Home Insights Macro views September CPI report: A few lurking concerns

The September Consumer Price Index (CPI) showed that inflation continues to edge towards the Federal Reserve’s (Fed’s) 2% target. Annual headline inflation remained unchanged at 3.7%, but core inflation eased from 4.3% to 4.1%, marking its lowest level since September 2021. Despite the lack of surprises in the headline numbers of today's inflation report, the continued strength of the important supercore inflation measure and the associated tightness of the labor market suggests that a potential resurgence of inflation cannot be ignored.

Consumer Price Index
Year-over-year % change, 2010–present

Headline and Core Consumer Price Index Inflation since 2010.
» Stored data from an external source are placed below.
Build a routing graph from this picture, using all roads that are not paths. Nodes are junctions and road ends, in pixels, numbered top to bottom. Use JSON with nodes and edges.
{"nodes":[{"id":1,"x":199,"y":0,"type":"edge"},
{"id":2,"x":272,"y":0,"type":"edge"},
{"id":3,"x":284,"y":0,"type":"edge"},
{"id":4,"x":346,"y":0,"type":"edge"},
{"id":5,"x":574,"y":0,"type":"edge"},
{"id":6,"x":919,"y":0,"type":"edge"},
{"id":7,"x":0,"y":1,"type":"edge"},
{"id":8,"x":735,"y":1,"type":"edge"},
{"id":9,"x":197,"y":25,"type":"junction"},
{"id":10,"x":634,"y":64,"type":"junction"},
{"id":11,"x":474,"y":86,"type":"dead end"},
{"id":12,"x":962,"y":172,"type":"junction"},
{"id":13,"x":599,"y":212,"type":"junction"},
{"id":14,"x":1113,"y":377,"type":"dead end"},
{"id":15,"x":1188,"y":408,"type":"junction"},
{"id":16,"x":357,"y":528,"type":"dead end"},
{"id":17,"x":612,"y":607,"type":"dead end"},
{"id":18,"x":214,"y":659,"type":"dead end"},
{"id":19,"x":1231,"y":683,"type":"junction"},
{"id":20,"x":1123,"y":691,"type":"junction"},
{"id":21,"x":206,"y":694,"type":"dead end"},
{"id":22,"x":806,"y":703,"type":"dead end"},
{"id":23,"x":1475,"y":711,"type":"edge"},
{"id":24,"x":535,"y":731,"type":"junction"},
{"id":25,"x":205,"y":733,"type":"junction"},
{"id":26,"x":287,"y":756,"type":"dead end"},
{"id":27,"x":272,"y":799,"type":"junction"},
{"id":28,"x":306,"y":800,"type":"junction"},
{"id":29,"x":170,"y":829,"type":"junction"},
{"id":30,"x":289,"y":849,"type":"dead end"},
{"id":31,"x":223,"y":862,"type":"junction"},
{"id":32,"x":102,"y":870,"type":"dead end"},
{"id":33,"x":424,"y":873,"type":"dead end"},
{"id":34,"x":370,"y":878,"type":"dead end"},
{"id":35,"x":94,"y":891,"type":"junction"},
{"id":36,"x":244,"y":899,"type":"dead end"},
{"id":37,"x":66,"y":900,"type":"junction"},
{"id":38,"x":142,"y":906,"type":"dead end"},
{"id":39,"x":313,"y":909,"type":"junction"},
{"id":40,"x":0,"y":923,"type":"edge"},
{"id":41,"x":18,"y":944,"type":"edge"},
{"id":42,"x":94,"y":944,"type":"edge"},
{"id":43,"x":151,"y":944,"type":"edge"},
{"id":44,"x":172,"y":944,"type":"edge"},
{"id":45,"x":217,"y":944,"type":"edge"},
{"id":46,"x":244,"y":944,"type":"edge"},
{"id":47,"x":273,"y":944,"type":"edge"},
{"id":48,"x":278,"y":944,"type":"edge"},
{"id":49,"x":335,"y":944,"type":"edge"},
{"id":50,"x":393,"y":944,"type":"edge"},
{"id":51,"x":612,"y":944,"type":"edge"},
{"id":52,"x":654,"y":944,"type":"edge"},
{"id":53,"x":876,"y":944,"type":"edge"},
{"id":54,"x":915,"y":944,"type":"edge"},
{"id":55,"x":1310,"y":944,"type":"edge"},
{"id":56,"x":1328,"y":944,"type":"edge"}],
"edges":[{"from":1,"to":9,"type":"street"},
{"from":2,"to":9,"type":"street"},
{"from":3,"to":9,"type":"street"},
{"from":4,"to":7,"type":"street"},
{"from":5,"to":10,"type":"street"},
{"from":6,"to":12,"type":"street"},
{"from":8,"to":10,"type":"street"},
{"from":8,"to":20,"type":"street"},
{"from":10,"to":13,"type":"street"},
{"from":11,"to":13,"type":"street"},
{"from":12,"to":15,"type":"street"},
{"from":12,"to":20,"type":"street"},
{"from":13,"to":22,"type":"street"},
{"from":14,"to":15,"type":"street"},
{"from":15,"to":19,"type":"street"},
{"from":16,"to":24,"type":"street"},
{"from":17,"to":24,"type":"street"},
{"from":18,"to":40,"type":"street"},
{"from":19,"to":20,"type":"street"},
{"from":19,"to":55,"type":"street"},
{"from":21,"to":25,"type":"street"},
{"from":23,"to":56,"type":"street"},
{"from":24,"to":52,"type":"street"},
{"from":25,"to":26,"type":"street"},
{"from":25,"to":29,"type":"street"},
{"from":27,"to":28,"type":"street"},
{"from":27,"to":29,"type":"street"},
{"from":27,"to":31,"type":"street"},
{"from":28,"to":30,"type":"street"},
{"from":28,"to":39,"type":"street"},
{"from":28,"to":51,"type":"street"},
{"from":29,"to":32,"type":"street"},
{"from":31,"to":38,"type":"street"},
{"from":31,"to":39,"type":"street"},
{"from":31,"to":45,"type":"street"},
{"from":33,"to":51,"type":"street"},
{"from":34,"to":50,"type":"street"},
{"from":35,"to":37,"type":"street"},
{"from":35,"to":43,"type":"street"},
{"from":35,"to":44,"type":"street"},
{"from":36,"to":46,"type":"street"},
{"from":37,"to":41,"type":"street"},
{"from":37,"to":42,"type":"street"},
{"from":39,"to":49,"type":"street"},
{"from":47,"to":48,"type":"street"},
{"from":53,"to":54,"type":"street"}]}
Source: Bureau of Labor Statistics, Principal Asset Management. Data as of October 12, 2023.

Report details:

  • Headline inflation rose by 0.4% month-on-month in September. While that was lower than the 0.6% gain last month, it was slightly higher than consensus expectations. Gasoline was once again a major contributor to the headline inflation’s increase. By contrast, core inflation rose by 0.3% month-on-month in September, in line with expectations. While core inflation is moving in the right direction, it is worth noting that it would need to decelerate further to 0.2% month-on-month to be consistent with the Federal Reserve’s 2% inflation target.
  • Breaking down core inflation reveals an ongoing disinflationary pattern within the core goods sector. While core goods inflation experienced a decrease of 0.4% and remained unchanged on an annual basis compared to a year ago, core services inflation showed a notable acceleration, rising from 0.3% month-on-month in August to 0.6% in September.
  • Within core services, shelter inflation, which consists mainly of rents and owners’ equivalent rents, contributed to more than half of the gain in headline inflation in September, reaccelerating to 0.7% from 0.3% last month. Shelter inflation has been expected to decelerate as new lower rent leases replace old higher leases.
  • The main concerns in the CPI report this month stemmed from “supercore” inflation, which measures core services inflation excluding shelter and is closely watched by Fed Chair Jerome Powell due to its link to the labor market. It extended its recent run of upside surprises, rising 0.6% in September—the largest monthly gain in a year. As long as supercore inflation remains elevated, the Fed will remain concerned and alert to renewed inflation pressures.

On the face of it, today’s inflation report suggests that the Fed continues to make meaningful progress toward its inflation target. However, the supercore measure of inflation, reaching its highest point in a year, keeps the concerning narrative of "sticky inflation" very much in play. This suggests that the Federal Reserve will continue to carefully consider the possibility of another policy rate hike.

Recent Fed commentary has suggested that tightening financial conditions over the past few months reduces the need for additional tightening. Yet, as long as labor market data remains hot and until inflation shows a convincing and clear downward trend, the Fed will struggle to definitively call the peak for its tightening cycle.